• _Problem to work on_
Every line in the entries where "highway" is found should be copied.

Saved entries
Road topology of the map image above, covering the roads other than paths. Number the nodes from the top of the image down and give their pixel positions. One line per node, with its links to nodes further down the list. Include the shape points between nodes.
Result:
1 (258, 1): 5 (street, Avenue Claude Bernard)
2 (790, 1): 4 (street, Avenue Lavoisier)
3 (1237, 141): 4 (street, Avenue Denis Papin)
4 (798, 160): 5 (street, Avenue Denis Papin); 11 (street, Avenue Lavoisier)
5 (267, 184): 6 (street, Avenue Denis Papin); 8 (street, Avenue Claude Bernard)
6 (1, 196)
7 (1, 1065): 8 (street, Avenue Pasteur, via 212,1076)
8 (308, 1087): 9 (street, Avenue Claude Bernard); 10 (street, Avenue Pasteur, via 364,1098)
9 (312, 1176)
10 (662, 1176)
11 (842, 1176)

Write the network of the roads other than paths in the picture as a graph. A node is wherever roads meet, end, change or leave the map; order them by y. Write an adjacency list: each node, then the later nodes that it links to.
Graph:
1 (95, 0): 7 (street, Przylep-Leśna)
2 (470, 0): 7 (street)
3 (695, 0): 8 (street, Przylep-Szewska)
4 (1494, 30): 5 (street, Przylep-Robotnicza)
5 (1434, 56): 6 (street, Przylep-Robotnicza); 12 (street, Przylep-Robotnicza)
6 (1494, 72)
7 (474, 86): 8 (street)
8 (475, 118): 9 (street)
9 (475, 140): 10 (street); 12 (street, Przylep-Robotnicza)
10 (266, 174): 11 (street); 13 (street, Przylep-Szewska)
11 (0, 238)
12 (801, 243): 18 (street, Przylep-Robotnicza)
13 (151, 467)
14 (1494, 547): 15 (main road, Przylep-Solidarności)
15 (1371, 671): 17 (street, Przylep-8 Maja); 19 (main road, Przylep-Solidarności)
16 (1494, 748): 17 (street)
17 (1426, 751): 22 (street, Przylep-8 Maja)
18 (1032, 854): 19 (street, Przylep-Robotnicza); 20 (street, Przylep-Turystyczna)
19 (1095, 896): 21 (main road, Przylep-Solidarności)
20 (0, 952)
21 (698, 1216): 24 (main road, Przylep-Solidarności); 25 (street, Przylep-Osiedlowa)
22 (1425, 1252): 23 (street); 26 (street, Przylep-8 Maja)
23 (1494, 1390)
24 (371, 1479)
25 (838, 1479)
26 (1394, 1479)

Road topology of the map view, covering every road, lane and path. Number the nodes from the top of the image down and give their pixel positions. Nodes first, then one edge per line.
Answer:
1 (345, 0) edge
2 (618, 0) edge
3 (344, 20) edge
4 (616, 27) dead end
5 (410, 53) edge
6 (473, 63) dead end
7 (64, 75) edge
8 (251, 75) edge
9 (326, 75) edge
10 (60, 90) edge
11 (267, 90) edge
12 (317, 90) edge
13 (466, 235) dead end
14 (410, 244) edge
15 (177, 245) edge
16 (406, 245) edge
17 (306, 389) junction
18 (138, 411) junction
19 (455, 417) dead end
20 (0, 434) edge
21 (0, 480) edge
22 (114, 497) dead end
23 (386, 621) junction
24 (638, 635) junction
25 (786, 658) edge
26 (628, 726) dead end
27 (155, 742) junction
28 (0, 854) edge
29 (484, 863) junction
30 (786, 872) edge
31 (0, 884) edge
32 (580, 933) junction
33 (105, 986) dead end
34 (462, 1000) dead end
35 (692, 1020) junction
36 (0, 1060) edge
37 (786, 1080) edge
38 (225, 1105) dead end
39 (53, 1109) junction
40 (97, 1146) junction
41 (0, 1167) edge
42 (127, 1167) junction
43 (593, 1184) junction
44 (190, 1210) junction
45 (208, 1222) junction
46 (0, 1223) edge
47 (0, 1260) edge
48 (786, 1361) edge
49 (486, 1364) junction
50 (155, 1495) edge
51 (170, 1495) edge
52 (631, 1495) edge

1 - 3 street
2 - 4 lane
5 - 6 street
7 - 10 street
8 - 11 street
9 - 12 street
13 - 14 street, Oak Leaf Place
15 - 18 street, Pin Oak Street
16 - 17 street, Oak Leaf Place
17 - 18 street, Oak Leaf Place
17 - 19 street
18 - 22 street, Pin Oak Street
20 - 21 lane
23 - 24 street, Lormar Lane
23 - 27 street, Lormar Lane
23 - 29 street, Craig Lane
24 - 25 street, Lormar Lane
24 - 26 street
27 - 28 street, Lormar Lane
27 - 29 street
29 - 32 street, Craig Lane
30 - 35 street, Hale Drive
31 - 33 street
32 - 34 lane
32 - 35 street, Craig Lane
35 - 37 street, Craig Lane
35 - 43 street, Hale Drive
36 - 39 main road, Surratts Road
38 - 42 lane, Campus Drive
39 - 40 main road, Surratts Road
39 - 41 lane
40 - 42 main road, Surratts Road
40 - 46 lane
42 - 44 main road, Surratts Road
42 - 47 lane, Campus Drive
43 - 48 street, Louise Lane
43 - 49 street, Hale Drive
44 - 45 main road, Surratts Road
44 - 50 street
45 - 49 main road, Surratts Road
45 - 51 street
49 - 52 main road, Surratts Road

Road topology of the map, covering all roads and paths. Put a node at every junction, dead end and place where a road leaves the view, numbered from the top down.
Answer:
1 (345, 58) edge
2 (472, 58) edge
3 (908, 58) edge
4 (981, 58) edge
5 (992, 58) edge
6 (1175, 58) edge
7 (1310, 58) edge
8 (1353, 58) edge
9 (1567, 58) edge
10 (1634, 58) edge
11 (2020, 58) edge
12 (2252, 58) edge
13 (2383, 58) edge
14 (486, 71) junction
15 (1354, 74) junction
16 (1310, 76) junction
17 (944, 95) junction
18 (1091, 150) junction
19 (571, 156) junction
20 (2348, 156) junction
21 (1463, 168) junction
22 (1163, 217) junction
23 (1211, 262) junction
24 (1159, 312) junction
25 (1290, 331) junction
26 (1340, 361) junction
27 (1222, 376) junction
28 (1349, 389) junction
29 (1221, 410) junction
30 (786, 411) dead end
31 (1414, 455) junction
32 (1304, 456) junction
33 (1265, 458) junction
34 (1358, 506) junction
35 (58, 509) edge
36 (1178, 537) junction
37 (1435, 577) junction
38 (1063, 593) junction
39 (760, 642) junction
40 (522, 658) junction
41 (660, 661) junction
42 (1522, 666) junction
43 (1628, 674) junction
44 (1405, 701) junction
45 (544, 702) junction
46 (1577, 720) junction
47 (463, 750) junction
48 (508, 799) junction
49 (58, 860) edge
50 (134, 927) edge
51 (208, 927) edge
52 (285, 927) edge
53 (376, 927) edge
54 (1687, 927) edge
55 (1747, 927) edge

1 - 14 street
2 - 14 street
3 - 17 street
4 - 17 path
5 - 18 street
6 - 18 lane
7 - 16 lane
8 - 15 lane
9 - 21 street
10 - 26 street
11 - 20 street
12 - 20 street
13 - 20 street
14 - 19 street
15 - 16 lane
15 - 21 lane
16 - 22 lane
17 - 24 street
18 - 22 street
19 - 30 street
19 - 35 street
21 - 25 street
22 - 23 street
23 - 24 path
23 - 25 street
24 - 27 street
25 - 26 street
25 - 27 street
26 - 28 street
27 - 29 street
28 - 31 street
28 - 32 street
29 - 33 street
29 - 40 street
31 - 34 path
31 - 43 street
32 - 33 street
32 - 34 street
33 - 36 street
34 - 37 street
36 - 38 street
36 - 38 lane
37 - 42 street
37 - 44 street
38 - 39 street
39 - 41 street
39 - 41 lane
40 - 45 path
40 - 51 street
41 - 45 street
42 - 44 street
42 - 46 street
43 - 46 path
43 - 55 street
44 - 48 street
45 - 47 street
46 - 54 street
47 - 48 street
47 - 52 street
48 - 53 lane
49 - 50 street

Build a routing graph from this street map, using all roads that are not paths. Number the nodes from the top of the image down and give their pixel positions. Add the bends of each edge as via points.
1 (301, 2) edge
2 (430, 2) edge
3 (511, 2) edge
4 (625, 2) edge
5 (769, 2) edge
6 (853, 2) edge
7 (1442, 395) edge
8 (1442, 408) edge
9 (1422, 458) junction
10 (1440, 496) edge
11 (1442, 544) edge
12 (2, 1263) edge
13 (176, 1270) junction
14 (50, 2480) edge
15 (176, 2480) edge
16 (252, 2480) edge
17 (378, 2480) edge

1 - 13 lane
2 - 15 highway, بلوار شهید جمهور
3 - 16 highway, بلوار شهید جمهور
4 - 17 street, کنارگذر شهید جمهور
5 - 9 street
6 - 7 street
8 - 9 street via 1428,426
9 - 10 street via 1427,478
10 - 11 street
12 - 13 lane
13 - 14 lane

• _Response area_
2 - 15 highway, بلوار شهید جمهور
3 - 16 highway, بلوار شهید جمهور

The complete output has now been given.